■ **Work instruction**
Scan the entries that follow and copy out every line containing "hidden".

Dataset entries
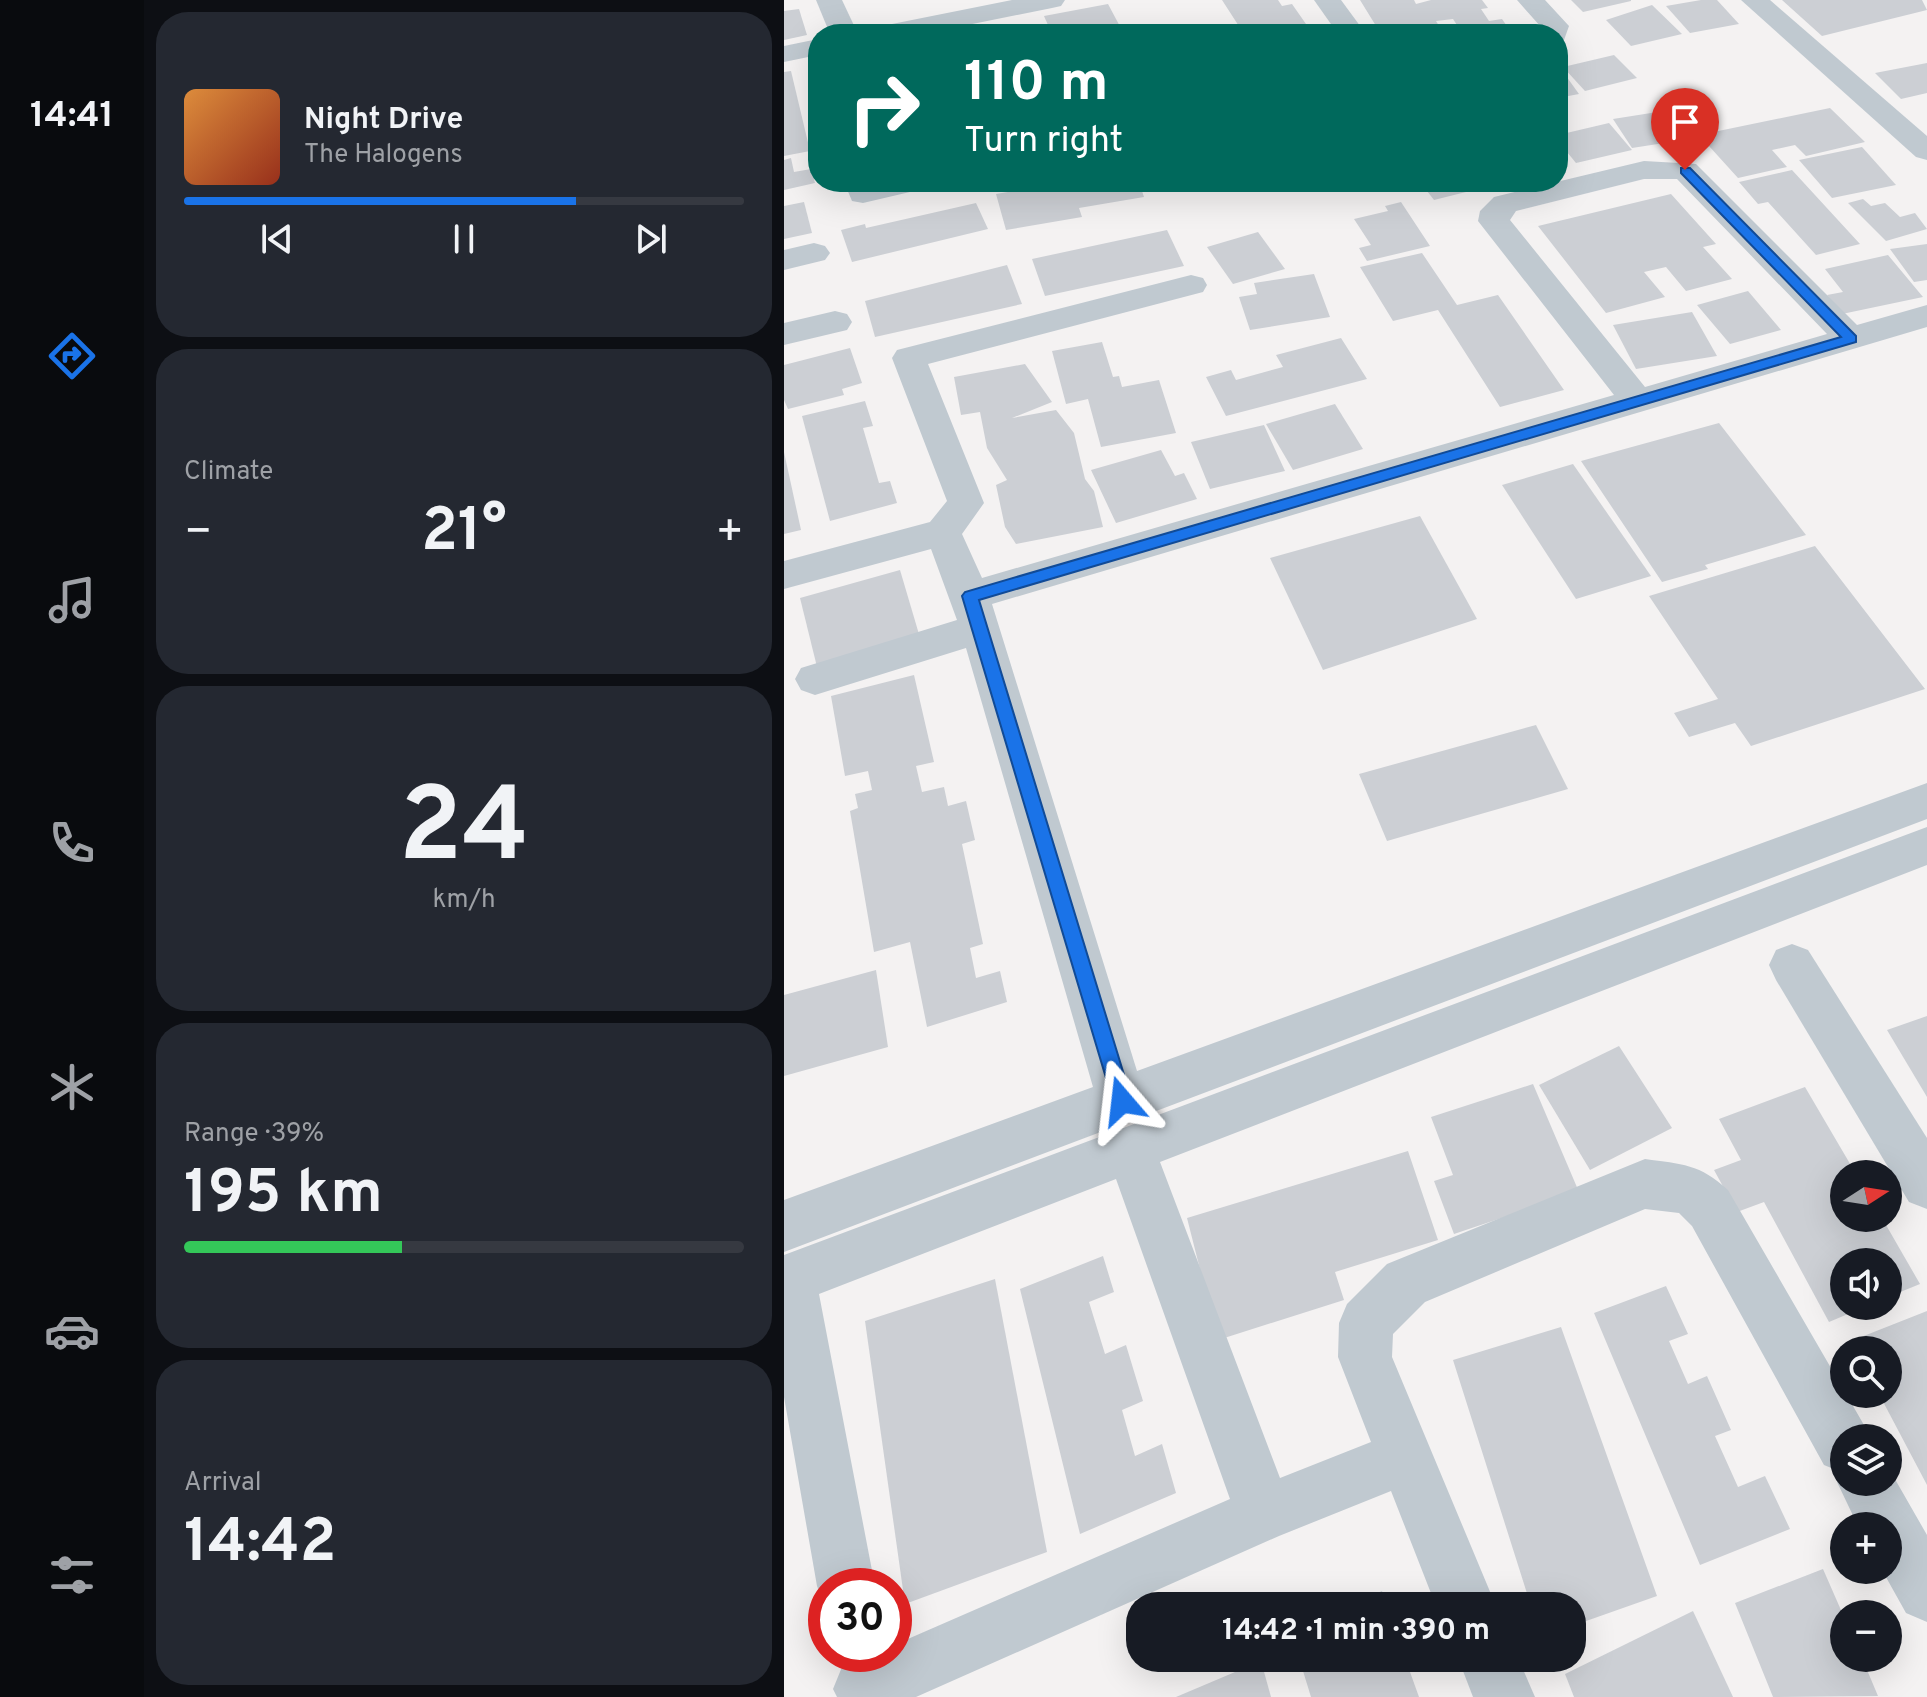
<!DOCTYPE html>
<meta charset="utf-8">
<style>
body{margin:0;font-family:Overpass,sans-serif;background:#242831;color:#f1f3f6;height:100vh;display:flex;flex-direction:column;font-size:30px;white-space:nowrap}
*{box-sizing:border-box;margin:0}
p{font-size:26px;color:#9ea1a6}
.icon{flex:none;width:44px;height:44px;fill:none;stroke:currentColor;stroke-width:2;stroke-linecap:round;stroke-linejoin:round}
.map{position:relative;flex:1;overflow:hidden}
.side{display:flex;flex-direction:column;gap:12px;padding:12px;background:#0d0f14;width:640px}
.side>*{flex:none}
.banner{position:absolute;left:24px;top:24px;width:760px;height:168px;border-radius:32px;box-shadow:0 8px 32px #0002;background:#00695c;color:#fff;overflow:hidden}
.needle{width:52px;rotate:78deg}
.tools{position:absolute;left:1046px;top:1160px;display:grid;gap:16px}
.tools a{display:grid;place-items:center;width:72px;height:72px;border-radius:50%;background:#171b24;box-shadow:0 8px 32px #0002;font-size:40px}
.speed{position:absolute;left:24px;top:1568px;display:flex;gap:16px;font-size:40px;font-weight:700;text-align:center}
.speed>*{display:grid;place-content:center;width:104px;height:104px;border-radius:50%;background:#171b24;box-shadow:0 8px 32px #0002;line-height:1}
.speed .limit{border:12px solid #d22;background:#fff;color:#111}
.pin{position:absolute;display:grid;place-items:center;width:68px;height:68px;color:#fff;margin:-82px -34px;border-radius:50% 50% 50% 0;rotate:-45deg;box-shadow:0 0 8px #0007}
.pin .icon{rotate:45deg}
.me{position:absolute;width:88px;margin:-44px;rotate:343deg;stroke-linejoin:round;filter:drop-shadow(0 0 6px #0008)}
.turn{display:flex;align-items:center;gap:28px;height:168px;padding:0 24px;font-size:36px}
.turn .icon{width:104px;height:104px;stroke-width:2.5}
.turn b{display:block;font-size:56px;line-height:68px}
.big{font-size:60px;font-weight:700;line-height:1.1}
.side .tile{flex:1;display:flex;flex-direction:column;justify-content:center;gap:12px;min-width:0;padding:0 28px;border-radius:32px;background:#242831}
.side .dial{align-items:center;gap:0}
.dial b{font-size:104px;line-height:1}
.song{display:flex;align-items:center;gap:24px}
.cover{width:96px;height:96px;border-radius:12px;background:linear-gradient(135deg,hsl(30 70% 55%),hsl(10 70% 35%))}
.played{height:8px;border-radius:4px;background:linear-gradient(90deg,#1a73e8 70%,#363941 70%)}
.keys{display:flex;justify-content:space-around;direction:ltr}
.heat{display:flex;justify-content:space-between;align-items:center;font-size:44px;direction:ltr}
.charge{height:12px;border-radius:6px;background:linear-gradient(90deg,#34c759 39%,#363941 0)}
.trip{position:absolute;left:342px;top:1592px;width:460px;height:80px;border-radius:32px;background:#171b24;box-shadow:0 8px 32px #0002;font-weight:700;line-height:80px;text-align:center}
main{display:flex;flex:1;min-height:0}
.dock{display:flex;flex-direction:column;width:144px;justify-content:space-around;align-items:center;background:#090b0e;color:#9ea1a6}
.dock .icon{width:56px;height:56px}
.dock .current{color:#1a73e8}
.dock b{font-size:36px;color:#f1f3f6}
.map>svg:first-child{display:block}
</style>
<main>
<nav class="dock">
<b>14:41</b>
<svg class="icon current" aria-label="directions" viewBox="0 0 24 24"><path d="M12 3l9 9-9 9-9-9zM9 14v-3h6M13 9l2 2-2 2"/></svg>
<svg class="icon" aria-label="music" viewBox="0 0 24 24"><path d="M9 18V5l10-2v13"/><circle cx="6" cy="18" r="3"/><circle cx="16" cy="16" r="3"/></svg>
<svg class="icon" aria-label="phone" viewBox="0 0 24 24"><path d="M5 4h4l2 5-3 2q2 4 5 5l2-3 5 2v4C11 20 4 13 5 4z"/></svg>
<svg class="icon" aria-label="climate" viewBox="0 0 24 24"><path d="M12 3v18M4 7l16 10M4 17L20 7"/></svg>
<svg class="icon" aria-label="car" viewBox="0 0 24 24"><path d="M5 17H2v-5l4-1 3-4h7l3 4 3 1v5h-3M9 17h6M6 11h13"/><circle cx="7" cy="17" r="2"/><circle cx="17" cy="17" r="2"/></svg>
<svg class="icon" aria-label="filters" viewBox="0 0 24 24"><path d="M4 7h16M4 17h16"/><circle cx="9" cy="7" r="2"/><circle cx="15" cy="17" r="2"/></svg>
</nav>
<section class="side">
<div class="tile">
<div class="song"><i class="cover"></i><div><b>Night Drive</b><p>The Halogens</p></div></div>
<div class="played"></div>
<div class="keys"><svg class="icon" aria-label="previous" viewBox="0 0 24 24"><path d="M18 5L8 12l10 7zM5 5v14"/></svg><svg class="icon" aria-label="pause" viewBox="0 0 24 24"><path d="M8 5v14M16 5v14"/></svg><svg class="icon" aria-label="next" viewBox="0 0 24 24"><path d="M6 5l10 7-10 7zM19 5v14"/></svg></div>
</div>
<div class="tile"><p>Climate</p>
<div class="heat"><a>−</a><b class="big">21°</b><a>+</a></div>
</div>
<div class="tile dial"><b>24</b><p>km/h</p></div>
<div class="tile"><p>Range · 39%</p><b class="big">195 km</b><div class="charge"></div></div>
<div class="tile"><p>Arrival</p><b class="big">14:42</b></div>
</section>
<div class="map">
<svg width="1143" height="1697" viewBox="0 0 1143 1697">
<rect width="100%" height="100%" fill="#f4f2f2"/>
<g fill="#cccfd4">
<polygon points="438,0 494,0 498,6 508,4 529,34 460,34"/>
<polygon points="576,0 630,0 632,4 647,0 698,0 704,8 697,9 705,21 718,19 727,32 679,34 669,19 652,21 660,34 597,34"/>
<polygon points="787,0 847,0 847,1 799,12"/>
<polygon points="917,0 933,0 955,24 906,33 882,6"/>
<polygon points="998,0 1138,0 1143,10 1038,36"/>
<polygon points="324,4 340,34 268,34 260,16"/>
<polygon points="868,5 898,34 847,46 822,20"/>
<polygon points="15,9 23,35 0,40 0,11"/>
<polygon points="830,55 853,78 801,91 779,67"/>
<polygon points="1143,63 1143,93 1117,99 1091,73"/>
<polygon points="777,69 795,94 774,98"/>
<polygon points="7,71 26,151 0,156 0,72"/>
<polygon points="1046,108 1081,142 1022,156 1011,145 988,150 1003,167 954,178 915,135"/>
<polygon points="886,110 906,139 848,148 829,119"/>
<polygon points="825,123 848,150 792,163 774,141 774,135"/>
<polygon points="1078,147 1112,185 1048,198 1015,160"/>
<polygon points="7,158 10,172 27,169 31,183 0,190 0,160"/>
<polygon points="1008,170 1076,244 1032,255 984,202 974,204 955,182"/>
<polygon points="284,182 355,182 360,197 295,208 298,217 222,230 212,194"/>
<polygon points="636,182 707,182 710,185 650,200"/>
<polygon points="887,194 932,244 919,247 948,279 902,291 882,267 860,272 881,297 822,313 754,226"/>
<polygon points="1079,199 1087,206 1101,203 1116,217 1131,213 1143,229 1102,241 1064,203"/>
<polygon points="20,202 28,233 0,239 0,206"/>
<polygon points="617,202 646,246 583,261 575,248 587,245 570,219 604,211 601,206"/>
<polygon points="192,203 204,229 68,262 57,230 81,224 82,228"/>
<polygon points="383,230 400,266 261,296 248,259"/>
<polygon points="474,232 501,269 449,284 423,247"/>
<polygon points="1143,244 1143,280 1130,282 1106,249"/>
<polygon points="638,253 673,305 714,295 780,390 716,407 654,310 609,321 576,267"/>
<polygon points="1104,255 1139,297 1058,314 1043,295 1059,292 1041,269"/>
<polygon points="223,265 238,304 91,337 81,301"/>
<polygon points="530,274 546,317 466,330 455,297 473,294 470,283"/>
<polygon points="964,291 997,330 946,344 913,305"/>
<polygon points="908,312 933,356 852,369 829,325"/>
<polygon points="557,338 583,379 442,416 422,377 447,370 452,380 499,367 492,355"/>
<polygon points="318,342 329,377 335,376 338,387 375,380 392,433 317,447 304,399 282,404 268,351"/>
<polygon points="66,348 78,383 58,389 60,395 4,409 0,400 0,365"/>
<polygon points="241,364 268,402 228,418 272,410 290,433 301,479 310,491 319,527 232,544 221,527 212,485 223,480 203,448 196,412 177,415 170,377"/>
<polygon points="81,401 89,426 79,428 95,483 106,481 113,503 46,521 18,416"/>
<polygon points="551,404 579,449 509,470 482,424"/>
<polygon points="935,423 1022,535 921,565 924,569 878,582 797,461"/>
<polygon points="480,425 501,471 426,489 407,442"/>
<polygon points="377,450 391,476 400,473 413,499 332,523 307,470"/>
<polygon points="0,452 17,530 0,534"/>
<polygon points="789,464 867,576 792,599 718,485"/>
<polygon points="636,516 693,619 539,670 486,558"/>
<polygon points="1031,546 1141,689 967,746 951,723 905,737 890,713 934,699 865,596"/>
<polygon points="116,570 137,641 34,671 16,598"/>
<polygon points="130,675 150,762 132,766 138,792 160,787 164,806 182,801 191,840 178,844 199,944 186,948 192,978 216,971 223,1002 143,1027 126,942 90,952 66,811 74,808 71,794 88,790 84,771 61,776 47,696"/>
<polygon points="752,725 784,789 603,841 575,774"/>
<polygon points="92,970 104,1047 0,1076 0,995"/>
<polygon points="1143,1016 1143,1097 1103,1030"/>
<polygon points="835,1046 888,1128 806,1170 755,1085"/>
<polygon points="749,1084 795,1192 670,1234 650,1181 669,1175 647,1117"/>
<polygon points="1021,1087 1072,1174 1060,1174 1060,1218 1098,1218 1136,1284 1104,1297 1104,1262 1060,1262 1060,1306 1083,1306 1045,1322 980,1202 953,1212 930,1170 957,1160 935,1119"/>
<polygon points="624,1151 654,1240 551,1272 560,1300 434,1340 403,1218"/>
<polygon points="319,1256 330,1292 305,1302 321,1354 342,1345 359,1401 338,1410 351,1456 378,1444 392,1493 296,1534 236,1289"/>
<polygon points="211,1279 263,1552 121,1604 81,1321"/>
<polygon points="882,1286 904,1334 885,1341 904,1384 923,1376 947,1430 931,1436 954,1487 981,1476 1006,1529 916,1565 810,1313"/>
<polygon points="1143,1311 1143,1485 1095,1394 1104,1394 1104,1350 1072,1350 1067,1341"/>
<polygon points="777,1327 873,1596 788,1626 788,1606 747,1606 669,1360"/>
<polygon points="1039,1569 1060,1617 1060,1658 1078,1658 1094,1696 989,1697 951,1603"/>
<polygon points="598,1591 603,1606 562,1606"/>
<polygon points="909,1611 949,1697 790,1697 781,1674"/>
<polygon points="515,1658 621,1658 635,1697 527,1697"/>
<polygon points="477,1661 487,1697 392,1697"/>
</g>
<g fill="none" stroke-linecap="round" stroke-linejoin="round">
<g fill="#c0c9d0" fill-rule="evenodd">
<polygon points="32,0 58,0 74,34 46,34"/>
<polygon points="228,0 281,0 277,6 268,8 139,34 84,34 88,28"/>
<polygon points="530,0 557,0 582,34 554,34"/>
<polygon points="733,0 761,0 785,26 780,40 774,41 774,34 756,34 757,27"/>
<polygon points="957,0 986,0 1143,136 1143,160 1132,157"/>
<polygon points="34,39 34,55 0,62 0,46"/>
<path d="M860,161l52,3 161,161 70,-20v22l-935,277 145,467 790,-288v36l-1143,433v-52l309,-113 -127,-439 -151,47 -14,-5 -6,-11 6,-11 156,-48 -26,-71 -147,40v-28l146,-39 17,-21 -55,-143 5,-8 294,-75 12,3 4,7 -4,7 -275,72 56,139 -22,31 20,44 632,-183 -136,-174 2,-10 14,-14zM860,179h33l150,155 -182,53 -135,-167 6,-9z"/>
<polygon points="60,182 147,182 143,188 79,203 68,201"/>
<polygon points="30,243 41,246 46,253 41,260 0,270 0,250"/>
<polygon points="51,311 63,314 68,322 63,330 0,345 0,323"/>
<path d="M1143,827v38l-767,297 120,316 91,-36 -33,-85 1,-34 8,-19 40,-40 258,-105c37,5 55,5 83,31l136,235 5,13h-25v44h44v-15l39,68v87l-21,-9 -24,-43h6v-44h-30l-21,-44 4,-10 -17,-7 -132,-239 -13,-13 -34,-4 -220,93 -32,32 -1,23 104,249h-60l-45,-115 -112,45 -363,161h-79l-4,-8 9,-22 31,-13h21v-9l336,-146 -114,-320 -297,115 56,292h-49l-1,21 -8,-21 -33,-189v-142z"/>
<polygon points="1008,944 1024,950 1143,1138 1143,1209 1125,1202 992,980 985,965 992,950"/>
<polygon points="674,1658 734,1658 751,1697 689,1697"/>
</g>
</g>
<polygon fill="#1a73e8" stroke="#114b97" stroke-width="2" points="897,168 906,168 1072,336 1072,342 195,600 348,1101 345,1108 338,1111 331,1108 178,596 181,592 1057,337 897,173"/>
</svg>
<div class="tools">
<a><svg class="needle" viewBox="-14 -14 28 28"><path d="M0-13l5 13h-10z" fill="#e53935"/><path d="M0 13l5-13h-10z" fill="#9ea1a6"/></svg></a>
<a><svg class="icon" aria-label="sound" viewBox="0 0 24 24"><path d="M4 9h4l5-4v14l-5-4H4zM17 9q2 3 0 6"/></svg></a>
<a><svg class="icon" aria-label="search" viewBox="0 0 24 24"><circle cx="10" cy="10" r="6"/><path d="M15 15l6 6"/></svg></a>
<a><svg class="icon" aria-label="layers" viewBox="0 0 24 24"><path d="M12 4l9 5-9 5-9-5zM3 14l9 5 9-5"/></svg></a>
<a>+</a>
<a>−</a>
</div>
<div class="speed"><div class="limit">30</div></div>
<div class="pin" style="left:901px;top:170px;background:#d93025"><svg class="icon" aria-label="arrive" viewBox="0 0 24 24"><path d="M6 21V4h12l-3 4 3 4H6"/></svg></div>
<svg class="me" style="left:338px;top:1101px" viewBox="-20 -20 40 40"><path d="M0-17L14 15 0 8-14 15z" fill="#1a73e8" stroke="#fff" stroke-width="4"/></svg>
<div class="trip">14:42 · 1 min · 390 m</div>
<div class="banner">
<div class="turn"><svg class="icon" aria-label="right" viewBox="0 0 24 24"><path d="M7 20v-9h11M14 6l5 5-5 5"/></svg><div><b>110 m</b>Turn right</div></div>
</div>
</div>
</main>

■ **Written answer**
.map{position:relative;flex:1;overflow:hidden}
.banner{position:absolute;left:24px;top:24px;width:760px;height:168px;border-radius:32px;box-shadow:0 8px 32px #0002;background:#00695c;color:#fff;overflow:hidden}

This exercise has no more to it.